Vassiliki convenes the MLitt in Modernities and supervises a range of doctoral projects, including theses on Hope Mirrlees and Jane Ellen Harrison, Alain Badiou's writings on poetry, the modern Irish novel of formation, Borges's translations of Kafka and Woolf, Benjamin Fondane and existentialism, David Foster Wallace, T. S. Eliot and Jung, and the role of public art in narratives of nationalism and reconciliation (for the London Consortium).
Completed projects supervised by Vassiliki include theses on T. S. Eliot's philosophical poetics (Fabio Vericat); cult fiction (Joe McAvoy); the British literary manifesto (Julian Hanna); late 19th-century British women travellers in Greece (Churnjeet Mahn); political performance art in 1970s California (Sarah Lowndes); women writers of the Beat generation (Katie Stewart); creolization in Caribbean writing (Lorna Burns); the cyborg in fiction and art (Warren Steele); encounters between modern Greek and English poetry (Konstantina Georganta); Nicolas Calas's curatorial work (for the London Consortium - Irini Marinaki); Dante/Joyce/Derrida (Maria-Daniella Dick); the representation of refugees in British media (Pauline Donald); Woolf and postmodernism (Derek Ryan).

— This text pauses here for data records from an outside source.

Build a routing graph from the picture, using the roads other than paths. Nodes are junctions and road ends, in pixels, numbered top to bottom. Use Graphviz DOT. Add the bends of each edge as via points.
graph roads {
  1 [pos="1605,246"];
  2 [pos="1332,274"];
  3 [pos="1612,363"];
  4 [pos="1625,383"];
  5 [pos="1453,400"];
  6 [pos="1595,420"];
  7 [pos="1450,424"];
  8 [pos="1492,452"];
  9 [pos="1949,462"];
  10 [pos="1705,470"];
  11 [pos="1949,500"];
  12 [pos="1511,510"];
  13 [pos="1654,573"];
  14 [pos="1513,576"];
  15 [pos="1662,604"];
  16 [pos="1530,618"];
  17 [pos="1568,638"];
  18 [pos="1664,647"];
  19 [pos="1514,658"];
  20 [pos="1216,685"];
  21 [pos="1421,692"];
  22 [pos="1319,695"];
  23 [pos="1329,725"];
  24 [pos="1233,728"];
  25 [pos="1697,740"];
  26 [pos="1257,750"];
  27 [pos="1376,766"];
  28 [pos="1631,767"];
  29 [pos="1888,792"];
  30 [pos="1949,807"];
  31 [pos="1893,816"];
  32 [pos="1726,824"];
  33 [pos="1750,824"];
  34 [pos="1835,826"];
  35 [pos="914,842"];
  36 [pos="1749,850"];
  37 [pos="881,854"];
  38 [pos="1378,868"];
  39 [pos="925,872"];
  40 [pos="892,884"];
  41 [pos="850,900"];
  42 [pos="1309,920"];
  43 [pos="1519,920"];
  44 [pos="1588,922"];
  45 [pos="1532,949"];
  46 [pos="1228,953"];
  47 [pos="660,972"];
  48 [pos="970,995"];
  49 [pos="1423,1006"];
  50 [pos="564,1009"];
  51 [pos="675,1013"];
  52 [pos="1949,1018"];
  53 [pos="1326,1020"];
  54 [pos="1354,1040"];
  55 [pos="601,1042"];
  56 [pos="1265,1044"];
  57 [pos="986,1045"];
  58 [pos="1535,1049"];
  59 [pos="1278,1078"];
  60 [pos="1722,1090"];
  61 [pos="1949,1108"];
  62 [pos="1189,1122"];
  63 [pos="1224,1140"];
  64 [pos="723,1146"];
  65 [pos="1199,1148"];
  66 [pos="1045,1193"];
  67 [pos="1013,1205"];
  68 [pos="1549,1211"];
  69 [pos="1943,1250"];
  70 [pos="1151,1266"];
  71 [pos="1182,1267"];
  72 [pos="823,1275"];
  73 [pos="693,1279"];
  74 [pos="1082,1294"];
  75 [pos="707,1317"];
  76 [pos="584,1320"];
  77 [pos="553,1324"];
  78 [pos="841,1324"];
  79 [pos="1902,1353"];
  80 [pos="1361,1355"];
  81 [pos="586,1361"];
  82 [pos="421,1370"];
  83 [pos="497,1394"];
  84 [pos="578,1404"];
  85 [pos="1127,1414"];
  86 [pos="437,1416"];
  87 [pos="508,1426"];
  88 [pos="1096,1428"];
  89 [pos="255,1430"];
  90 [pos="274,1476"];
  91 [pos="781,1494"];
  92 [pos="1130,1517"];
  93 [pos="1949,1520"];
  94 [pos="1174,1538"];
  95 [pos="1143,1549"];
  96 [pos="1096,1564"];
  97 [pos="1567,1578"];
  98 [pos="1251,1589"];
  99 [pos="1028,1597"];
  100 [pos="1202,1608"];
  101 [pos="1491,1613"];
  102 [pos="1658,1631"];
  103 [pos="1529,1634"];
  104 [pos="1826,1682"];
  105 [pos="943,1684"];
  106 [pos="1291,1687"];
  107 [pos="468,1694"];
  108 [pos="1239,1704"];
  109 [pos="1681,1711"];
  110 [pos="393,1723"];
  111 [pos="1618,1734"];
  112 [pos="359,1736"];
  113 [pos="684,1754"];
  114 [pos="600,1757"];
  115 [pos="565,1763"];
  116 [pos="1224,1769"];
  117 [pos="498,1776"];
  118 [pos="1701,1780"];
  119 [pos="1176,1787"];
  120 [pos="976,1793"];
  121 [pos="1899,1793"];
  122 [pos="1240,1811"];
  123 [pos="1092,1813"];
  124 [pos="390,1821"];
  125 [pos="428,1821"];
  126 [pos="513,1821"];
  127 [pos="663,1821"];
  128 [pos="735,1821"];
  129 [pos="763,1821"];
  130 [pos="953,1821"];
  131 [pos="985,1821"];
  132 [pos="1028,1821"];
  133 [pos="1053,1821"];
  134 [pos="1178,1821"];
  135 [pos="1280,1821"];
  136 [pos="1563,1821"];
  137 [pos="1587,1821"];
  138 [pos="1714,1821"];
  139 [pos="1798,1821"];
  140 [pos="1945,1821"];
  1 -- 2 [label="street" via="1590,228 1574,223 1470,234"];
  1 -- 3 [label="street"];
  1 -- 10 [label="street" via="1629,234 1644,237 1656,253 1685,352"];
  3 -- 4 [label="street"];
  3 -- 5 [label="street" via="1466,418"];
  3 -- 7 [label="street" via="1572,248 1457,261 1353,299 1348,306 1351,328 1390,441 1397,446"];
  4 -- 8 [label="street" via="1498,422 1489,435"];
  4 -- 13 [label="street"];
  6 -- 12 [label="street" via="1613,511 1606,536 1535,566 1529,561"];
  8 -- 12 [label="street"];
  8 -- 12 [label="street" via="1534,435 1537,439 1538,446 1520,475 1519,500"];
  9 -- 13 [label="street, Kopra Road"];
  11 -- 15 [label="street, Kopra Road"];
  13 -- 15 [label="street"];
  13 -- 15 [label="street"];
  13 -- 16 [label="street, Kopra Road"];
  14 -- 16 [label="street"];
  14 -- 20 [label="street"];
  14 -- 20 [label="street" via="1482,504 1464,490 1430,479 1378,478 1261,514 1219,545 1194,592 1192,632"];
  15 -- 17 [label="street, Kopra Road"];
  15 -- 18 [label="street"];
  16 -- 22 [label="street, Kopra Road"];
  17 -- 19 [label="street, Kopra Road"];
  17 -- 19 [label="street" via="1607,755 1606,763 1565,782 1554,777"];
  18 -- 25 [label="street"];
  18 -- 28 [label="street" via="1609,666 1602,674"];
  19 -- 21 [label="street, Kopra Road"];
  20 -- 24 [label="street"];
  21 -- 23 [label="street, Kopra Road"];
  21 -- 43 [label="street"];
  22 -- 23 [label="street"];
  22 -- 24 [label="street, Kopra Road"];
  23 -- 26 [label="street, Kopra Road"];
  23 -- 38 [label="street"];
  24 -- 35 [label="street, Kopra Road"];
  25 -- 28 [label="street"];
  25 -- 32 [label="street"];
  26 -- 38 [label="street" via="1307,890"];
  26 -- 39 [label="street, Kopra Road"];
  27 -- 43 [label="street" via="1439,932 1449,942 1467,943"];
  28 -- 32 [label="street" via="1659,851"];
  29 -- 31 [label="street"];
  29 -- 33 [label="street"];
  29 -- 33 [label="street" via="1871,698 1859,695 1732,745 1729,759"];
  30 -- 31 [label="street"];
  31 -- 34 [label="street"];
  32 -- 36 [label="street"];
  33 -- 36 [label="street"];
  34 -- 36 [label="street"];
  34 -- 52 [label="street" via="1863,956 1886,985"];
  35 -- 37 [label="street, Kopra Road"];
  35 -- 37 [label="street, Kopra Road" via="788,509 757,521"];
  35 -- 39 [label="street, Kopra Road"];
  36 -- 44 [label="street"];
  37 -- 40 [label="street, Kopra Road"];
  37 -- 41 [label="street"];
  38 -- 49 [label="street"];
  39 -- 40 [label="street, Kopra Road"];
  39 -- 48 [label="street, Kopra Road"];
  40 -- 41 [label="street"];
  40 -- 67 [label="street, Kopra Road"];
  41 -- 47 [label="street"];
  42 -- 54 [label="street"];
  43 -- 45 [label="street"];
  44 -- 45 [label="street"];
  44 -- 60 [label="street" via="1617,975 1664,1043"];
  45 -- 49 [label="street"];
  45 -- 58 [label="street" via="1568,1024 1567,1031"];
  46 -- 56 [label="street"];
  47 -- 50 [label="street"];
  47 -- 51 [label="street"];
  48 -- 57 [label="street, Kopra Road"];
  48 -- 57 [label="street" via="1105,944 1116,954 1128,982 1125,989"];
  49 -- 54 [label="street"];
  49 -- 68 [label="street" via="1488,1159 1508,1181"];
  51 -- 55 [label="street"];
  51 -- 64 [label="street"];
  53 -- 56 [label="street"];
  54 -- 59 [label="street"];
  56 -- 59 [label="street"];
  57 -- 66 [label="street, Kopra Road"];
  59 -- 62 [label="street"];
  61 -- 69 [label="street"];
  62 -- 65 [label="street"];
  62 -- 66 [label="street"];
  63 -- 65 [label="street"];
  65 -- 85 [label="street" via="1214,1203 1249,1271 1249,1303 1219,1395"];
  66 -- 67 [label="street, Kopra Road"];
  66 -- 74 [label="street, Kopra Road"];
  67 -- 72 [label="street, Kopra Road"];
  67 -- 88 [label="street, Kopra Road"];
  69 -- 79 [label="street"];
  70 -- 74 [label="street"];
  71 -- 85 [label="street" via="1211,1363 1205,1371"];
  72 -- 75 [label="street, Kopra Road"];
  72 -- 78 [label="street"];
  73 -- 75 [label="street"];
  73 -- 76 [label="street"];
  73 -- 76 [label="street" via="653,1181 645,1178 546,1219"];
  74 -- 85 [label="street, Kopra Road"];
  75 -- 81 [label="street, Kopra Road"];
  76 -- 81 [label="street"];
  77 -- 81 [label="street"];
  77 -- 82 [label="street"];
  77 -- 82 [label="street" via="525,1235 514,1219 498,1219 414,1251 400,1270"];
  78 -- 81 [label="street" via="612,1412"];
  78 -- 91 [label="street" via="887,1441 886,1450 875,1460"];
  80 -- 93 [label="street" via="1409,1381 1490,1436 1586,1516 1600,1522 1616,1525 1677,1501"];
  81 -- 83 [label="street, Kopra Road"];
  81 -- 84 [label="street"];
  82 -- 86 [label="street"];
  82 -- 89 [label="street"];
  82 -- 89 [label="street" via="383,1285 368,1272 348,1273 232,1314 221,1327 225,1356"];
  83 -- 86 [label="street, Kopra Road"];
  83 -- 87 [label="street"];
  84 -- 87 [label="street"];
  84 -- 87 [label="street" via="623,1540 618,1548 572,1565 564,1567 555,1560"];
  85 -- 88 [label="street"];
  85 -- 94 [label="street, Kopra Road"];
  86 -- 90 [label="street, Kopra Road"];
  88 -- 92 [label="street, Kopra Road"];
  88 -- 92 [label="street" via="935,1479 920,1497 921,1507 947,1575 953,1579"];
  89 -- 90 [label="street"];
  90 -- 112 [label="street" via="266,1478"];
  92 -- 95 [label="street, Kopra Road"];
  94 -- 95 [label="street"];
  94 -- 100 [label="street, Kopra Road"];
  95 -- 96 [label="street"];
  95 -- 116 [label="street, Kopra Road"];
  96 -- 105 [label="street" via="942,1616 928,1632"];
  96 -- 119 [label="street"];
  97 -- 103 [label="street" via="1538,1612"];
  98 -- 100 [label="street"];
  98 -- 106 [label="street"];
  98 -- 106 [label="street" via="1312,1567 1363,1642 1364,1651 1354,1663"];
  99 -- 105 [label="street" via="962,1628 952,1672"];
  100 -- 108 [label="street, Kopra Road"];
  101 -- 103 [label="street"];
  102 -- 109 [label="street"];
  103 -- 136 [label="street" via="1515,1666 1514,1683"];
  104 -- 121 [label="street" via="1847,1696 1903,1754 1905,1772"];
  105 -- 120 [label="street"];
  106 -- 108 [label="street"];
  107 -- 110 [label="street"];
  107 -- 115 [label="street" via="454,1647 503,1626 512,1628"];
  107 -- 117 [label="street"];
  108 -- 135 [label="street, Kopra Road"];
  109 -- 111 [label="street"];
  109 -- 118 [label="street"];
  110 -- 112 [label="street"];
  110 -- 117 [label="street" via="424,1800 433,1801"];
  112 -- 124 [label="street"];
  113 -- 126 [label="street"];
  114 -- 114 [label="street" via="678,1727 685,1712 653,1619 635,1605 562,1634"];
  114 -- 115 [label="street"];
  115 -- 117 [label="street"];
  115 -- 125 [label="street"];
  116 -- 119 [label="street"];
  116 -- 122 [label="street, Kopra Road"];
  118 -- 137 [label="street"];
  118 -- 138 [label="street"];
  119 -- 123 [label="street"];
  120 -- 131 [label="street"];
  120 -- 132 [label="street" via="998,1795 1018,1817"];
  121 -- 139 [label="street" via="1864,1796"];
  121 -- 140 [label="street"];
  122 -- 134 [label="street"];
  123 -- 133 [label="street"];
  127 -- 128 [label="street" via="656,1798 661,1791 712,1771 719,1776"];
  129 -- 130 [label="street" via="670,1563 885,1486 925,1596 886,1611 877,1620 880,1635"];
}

Vassiliki is a founding member of the Scottish Network of Modernist Studies and a member of the British Association of Modernist Studies and the European Network for Avant-Garde and Modernism Studies.
Vassiliki convenes the Literary Theory course (Levels 3 and 4) and offers seminars in Literature 1890-1945 (Level 3), Radical Theory (Level 4) and Modernism and the Politics of Gender (Level 4).